* Task statement *
A single number is needed: how many lines of the data below contain "that".

━━━━━━

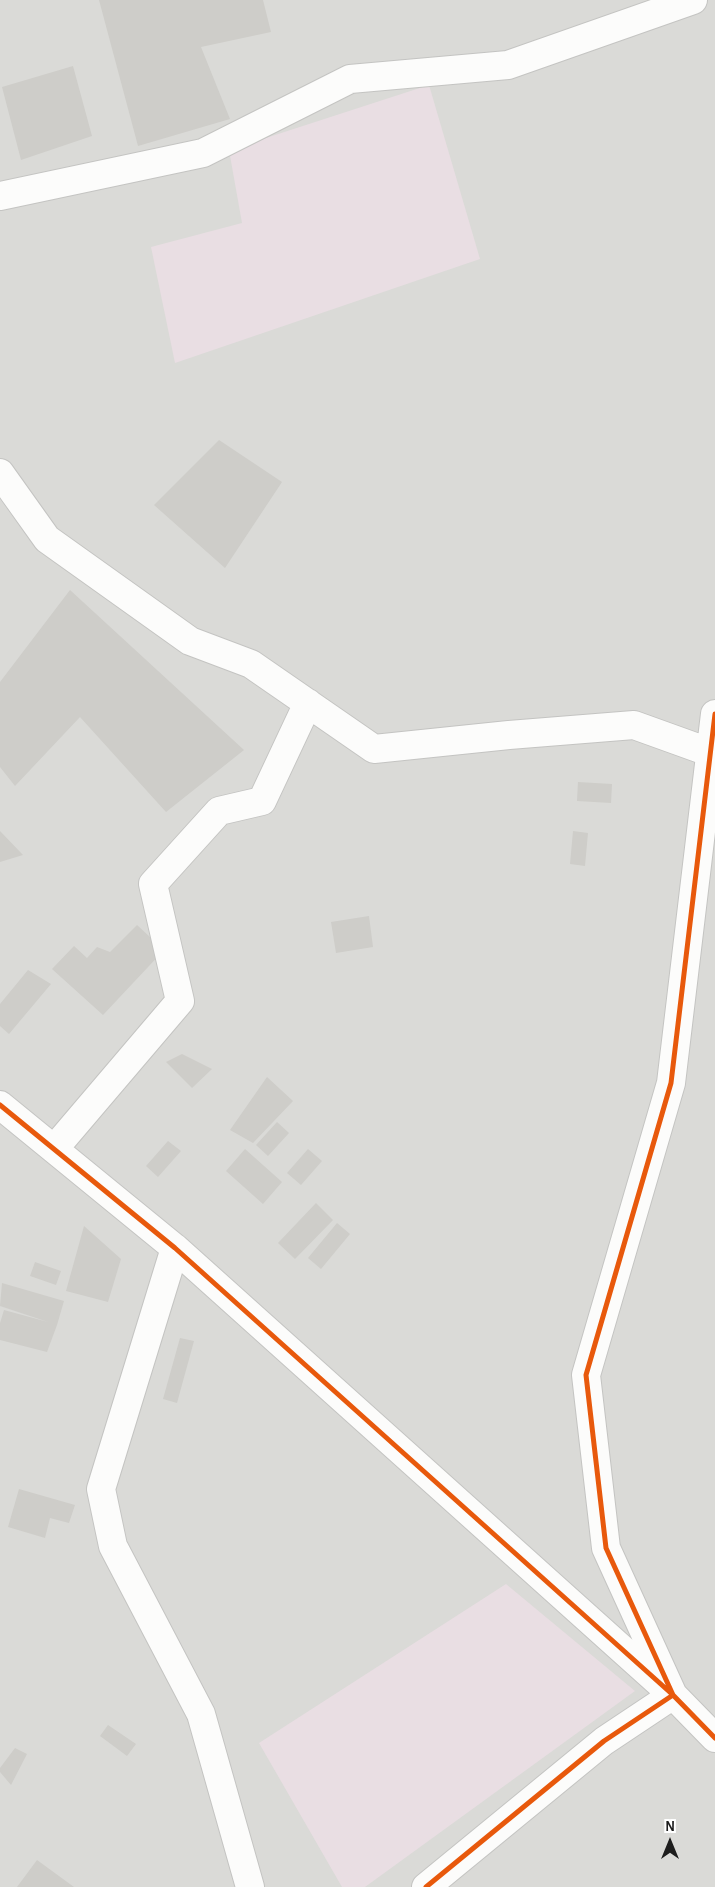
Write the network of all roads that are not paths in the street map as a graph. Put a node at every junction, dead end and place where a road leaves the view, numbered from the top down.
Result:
1 (693, 0) edge
2 (0, 196) edge
3 (0, 473) edge
4 (308, 703) junction
5 (715, 714) edge
6 (712, 756) edge
7 (0, 1106) edge
8 (54, 1149) junction
9 (176, 1248) junction
10 (673, 1695) junction
11 (715, 1738) edge
12 (250, 1887) edge
13 (426, 1887) edge

1 - 2 street
3 - 4 street
4 - 6 street
4 - 8 street
5 - 6 street
6 - 10 street
7 - 8 street
8 - 9 street
9 - 10 street
9 - 12 street
10 - 11 street
10 - 13 street

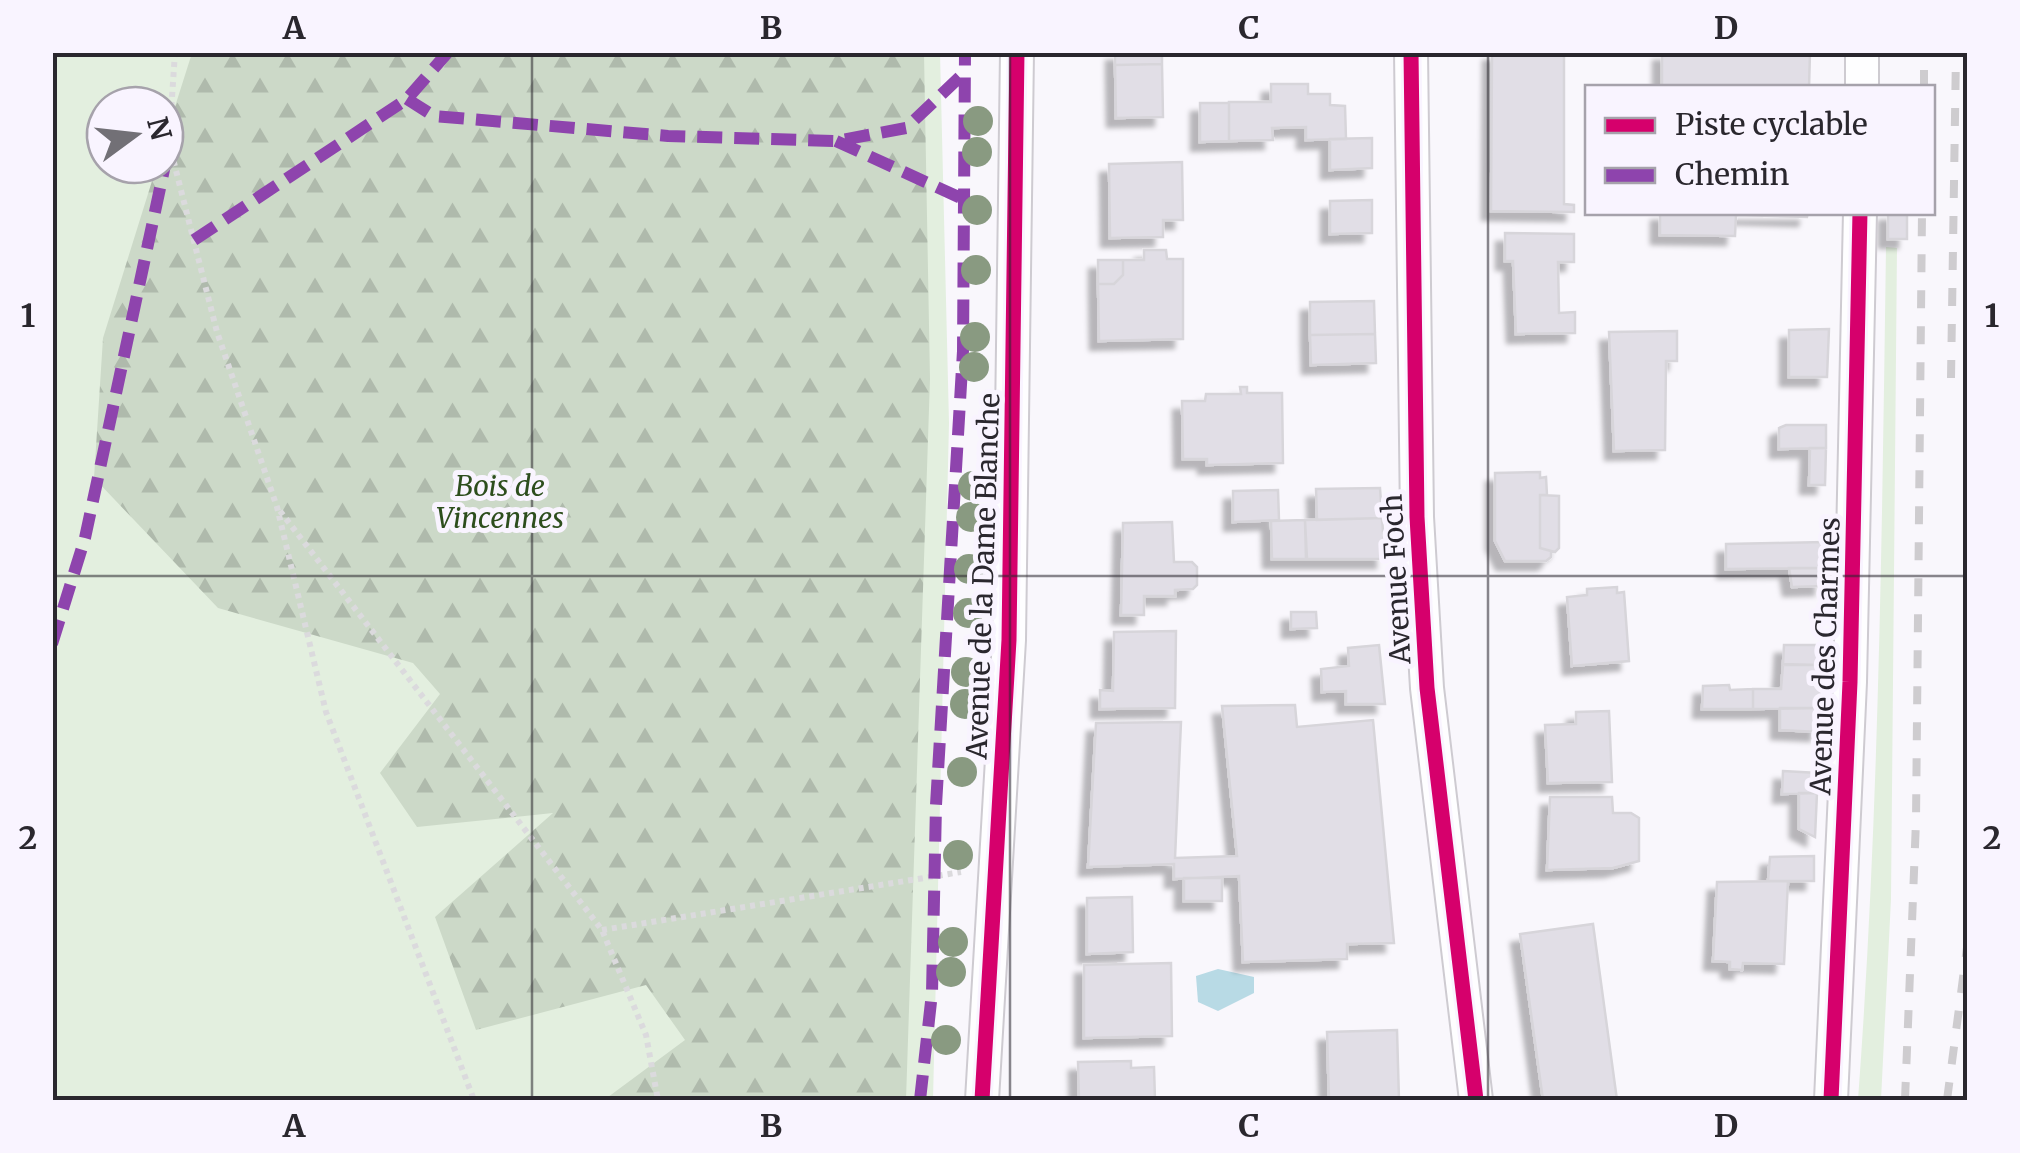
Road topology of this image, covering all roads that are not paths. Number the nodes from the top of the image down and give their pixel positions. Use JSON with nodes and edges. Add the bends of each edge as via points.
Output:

━━━━━━

* Output of the task *
2